> INSTRUCTIONS TO FOLLOW
From the line below that contains "pinky tip: (337, 1)" to the line that contains "wrist: (187, 340)", repeat every line exactly, both ends included, and nothing else.

Skeletal landmark data

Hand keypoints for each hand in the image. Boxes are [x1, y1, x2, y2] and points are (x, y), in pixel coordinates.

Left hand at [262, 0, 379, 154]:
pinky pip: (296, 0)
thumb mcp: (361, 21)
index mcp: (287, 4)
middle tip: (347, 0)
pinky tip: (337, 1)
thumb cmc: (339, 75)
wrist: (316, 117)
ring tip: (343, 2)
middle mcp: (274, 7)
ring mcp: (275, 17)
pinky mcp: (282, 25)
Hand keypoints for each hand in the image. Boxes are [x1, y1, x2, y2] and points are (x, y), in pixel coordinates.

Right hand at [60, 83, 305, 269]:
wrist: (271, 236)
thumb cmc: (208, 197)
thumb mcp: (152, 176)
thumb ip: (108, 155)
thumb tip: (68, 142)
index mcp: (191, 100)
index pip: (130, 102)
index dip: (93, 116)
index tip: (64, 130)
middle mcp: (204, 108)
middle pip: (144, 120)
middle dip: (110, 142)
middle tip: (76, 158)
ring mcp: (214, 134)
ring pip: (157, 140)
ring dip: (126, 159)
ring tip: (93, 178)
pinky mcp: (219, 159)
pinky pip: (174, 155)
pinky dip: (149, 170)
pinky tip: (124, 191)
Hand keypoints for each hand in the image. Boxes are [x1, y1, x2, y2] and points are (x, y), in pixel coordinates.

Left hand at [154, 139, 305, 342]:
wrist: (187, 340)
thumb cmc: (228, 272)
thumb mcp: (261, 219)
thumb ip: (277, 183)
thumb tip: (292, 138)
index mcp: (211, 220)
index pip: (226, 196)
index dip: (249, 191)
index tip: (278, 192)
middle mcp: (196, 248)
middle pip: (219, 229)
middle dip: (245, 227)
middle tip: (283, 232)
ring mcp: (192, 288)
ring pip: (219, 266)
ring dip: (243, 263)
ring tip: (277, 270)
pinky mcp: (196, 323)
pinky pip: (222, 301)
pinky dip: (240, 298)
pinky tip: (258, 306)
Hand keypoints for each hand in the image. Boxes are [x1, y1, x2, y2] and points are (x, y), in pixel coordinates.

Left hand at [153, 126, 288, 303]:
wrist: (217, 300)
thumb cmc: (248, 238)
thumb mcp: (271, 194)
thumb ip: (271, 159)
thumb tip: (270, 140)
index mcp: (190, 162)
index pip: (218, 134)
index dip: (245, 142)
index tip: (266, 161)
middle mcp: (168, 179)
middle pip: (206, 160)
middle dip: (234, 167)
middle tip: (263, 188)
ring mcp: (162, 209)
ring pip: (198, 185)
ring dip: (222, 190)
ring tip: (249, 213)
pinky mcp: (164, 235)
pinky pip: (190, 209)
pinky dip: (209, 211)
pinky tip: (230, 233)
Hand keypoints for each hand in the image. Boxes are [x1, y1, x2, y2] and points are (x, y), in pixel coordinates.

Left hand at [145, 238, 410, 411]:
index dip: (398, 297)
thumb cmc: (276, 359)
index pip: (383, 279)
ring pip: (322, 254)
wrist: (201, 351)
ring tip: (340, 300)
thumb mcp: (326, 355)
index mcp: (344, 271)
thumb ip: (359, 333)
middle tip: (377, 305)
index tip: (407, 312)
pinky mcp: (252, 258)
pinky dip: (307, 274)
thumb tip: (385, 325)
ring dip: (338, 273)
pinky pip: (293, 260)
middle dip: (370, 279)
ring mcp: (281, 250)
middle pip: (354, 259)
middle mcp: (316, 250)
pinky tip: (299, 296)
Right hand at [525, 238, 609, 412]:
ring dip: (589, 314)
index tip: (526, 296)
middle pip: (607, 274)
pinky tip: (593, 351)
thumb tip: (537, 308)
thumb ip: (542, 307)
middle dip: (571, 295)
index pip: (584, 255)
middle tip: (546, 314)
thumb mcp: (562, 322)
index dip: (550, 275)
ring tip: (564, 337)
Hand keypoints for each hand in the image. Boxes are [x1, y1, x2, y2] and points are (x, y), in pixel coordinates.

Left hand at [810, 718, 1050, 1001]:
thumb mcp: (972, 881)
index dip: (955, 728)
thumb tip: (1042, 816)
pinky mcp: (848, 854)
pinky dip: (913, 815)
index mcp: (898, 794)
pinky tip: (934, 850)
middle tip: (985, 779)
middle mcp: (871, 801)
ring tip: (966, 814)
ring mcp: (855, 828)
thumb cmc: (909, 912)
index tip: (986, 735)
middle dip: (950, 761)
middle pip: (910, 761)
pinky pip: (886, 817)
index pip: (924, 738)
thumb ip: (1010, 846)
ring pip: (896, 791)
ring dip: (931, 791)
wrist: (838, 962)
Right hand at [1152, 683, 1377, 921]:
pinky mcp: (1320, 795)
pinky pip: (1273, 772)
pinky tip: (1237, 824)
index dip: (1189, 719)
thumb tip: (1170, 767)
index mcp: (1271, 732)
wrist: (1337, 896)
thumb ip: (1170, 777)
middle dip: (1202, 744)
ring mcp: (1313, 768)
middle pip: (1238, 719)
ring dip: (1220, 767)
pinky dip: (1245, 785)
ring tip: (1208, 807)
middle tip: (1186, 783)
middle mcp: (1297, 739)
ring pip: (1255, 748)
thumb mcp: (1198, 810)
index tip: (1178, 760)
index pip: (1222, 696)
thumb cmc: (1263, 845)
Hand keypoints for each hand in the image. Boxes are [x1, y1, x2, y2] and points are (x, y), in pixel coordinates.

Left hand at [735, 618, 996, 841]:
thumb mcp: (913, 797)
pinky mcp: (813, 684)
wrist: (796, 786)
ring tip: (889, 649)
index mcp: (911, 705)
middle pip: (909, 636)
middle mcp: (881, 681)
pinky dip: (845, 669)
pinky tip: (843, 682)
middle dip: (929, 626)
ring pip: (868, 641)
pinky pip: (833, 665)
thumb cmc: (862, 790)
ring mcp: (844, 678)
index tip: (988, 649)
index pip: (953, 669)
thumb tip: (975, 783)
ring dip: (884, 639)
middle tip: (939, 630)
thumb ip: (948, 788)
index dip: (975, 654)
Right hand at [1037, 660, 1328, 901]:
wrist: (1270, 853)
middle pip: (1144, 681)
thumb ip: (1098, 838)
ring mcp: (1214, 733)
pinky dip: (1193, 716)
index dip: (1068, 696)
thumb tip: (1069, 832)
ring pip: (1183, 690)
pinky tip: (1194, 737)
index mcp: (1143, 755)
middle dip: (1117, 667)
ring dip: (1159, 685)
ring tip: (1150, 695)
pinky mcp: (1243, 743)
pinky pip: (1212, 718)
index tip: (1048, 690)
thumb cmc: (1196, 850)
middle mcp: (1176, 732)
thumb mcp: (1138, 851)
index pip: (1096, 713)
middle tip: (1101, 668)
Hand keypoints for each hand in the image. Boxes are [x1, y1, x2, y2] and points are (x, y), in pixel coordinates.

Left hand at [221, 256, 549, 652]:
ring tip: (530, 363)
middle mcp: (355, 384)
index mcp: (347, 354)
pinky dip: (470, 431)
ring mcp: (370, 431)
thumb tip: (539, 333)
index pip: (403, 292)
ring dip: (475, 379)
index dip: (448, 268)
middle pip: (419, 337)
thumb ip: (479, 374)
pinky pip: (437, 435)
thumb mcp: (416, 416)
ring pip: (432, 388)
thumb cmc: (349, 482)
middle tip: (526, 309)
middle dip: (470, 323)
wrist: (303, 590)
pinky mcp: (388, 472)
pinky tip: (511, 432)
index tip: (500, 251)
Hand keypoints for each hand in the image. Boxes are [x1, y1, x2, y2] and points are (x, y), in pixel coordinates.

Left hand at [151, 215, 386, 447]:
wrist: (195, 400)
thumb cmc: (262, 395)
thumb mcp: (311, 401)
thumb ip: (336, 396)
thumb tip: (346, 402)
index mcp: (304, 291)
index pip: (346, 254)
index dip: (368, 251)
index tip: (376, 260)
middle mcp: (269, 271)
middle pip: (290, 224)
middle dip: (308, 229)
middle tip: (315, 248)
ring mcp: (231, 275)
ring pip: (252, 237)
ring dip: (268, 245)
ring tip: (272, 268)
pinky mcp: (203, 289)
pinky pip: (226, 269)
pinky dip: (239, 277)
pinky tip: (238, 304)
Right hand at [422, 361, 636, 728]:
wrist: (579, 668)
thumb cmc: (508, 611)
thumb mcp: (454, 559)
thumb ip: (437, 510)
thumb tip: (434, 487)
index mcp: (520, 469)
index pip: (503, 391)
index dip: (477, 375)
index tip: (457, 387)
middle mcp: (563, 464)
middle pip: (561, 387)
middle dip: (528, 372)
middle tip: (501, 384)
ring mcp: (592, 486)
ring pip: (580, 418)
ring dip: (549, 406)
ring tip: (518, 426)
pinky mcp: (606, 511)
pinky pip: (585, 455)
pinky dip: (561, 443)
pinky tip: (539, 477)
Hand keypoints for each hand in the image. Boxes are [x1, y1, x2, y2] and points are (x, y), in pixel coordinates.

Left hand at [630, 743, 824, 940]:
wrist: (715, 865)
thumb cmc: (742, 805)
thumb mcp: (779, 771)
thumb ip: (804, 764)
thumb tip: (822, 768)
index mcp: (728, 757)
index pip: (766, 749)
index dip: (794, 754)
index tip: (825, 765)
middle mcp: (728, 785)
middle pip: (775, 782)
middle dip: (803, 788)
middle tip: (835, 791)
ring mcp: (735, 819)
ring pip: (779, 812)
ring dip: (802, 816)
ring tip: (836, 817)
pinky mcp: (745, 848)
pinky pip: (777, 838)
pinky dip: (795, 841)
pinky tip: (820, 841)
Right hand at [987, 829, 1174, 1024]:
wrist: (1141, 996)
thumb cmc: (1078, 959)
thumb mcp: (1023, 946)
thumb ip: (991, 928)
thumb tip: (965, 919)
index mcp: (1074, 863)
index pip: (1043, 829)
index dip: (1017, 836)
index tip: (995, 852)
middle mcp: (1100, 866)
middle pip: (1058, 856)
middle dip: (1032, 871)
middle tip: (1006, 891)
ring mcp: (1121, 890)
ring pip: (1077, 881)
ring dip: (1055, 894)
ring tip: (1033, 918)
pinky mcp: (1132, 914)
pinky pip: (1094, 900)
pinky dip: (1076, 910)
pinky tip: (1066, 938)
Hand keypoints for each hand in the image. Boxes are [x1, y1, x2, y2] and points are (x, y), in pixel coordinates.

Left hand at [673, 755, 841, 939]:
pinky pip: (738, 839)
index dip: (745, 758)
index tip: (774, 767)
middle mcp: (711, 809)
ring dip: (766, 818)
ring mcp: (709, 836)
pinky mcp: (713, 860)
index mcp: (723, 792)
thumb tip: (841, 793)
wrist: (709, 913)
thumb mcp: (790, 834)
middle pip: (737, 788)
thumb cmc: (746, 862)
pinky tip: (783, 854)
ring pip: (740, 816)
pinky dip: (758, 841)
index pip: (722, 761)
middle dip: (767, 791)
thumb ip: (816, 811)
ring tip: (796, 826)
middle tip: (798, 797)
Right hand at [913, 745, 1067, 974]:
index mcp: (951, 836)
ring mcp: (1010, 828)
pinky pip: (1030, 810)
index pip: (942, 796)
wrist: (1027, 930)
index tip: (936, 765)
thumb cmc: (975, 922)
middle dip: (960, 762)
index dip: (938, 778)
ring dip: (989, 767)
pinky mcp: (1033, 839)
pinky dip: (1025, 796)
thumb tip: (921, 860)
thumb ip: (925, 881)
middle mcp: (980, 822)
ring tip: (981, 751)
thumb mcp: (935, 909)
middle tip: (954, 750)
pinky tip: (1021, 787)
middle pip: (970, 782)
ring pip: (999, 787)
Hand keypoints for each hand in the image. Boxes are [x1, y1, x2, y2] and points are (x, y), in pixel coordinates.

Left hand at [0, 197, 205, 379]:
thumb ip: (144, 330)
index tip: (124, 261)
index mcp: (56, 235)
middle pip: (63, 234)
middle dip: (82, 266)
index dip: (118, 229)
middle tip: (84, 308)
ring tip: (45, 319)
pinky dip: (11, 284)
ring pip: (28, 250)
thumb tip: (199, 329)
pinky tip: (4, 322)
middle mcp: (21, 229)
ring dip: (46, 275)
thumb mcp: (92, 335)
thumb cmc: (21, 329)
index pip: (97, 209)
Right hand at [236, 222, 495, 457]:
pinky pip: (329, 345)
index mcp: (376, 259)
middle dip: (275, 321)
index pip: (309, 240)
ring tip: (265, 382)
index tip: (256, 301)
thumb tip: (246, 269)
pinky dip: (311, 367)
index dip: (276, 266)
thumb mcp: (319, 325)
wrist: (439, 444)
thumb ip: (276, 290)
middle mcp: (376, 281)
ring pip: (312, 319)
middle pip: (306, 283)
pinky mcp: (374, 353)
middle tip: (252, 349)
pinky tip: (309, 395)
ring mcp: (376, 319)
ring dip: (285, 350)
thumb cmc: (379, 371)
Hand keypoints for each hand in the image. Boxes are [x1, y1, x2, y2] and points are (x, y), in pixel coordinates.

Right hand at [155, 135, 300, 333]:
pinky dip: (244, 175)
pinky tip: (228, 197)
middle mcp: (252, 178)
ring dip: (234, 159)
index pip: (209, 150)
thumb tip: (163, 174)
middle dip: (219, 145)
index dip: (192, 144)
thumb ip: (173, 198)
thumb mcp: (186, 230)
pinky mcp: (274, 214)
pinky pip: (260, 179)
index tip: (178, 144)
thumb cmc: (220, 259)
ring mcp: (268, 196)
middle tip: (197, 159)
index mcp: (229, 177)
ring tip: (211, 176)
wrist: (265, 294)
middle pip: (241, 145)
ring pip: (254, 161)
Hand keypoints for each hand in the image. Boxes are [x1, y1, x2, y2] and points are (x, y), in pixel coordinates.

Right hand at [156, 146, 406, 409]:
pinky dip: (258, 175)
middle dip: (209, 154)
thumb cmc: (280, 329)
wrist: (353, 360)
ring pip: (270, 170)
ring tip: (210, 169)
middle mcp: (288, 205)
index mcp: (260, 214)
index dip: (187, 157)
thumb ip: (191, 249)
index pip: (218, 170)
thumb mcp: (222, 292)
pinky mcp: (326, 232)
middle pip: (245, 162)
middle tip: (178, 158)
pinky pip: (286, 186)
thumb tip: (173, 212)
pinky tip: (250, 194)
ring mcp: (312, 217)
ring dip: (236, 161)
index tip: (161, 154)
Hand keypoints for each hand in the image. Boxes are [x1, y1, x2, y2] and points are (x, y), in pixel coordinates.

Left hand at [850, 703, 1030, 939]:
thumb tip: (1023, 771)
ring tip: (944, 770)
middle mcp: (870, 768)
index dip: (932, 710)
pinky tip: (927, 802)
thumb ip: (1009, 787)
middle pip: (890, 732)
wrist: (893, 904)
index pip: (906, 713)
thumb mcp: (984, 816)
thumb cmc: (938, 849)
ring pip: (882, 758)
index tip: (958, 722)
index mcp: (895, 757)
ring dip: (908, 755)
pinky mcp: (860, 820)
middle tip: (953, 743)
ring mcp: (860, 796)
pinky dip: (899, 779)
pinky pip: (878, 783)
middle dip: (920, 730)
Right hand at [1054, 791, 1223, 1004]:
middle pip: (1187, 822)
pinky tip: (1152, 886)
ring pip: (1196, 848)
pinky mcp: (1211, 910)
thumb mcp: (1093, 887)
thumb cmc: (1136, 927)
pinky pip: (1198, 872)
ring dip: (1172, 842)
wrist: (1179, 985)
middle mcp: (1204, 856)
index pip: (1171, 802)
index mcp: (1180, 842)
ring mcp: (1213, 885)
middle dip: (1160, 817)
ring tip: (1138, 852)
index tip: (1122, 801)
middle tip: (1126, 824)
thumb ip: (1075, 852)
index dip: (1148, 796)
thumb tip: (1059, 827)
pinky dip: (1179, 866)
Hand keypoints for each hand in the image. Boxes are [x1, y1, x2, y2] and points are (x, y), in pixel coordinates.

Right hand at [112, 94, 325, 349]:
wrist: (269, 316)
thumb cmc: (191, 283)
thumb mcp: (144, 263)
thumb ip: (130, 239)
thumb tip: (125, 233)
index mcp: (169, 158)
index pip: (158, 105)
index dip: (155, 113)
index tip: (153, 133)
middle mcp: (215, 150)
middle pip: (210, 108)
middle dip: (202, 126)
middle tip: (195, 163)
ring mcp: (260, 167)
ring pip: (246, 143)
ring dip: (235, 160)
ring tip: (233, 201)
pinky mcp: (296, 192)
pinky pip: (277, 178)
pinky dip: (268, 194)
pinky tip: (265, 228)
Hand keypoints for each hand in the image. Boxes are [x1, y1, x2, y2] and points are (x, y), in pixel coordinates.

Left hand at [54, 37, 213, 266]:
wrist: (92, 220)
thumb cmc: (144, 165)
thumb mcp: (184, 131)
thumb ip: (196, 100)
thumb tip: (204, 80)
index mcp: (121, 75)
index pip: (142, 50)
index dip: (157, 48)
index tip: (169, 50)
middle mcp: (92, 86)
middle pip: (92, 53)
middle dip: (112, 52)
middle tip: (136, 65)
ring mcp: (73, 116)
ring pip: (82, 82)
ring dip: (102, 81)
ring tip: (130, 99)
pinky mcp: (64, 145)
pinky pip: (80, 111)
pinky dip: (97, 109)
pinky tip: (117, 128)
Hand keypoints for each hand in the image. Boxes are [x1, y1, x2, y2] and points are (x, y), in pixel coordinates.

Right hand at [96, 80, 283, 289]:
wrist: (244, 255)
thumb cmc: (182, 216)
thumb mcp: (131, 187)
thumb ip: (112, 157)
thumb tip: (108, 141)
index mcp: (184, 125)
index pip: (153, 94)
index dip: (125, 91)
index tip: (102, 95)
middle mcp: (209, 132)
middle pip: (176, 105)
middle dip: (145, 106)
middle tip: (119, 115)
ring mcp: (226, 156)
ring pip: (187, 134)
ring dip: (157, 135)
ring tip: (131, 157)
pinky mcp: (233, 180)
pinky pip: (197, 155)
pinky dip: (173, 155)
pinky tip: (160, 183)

> SOLVED EXERCISE
pinky tip: (337, 1)
thumb cmc: (339, 75)
wrist: (316, 117)
ring tip: (343, 2)
middle mcp: (274, 7)
ring mcp: (275, 17)
pinky mcp: (282, 25)
Hand keypoints for each hand in the image. Boxes are [x1, y1, x2, y2] and points are (x, y), in pixel coordinates.

Right hand at [60, 83, 305, 269]:
wrist: (271, 236)
thumb cmc: (208, 197)
thumb mcp: (152, 176)
thumb ip: (108, 155)
thumb tip: (68, 142)
index mcp: (191, 100)
index pip: (130, 102)
index dip: (93, 116)
index tip: (64, 130)
middle mcp: (204, 108)
middle pip: (144, 120)
middle dip: (110, 142)
middle tip: (76, 158)
ring mcp: (214, 134)
ring pip: (157, 140)
ring dip: (126, 159)
ring tip: (93, 178)
pinky mcp: (219, 159)
pinky pip: (174, 155)
pinky dip: (149, 170)
pinky tip: (124, 191)
Hand keypoints for each hand in the image. Boxes are [x1, y1, x2, y2] and points are (x, y), in pixel coordinates.

Left hand at [154, 139, 305, 342]:
wrist: (187, 340)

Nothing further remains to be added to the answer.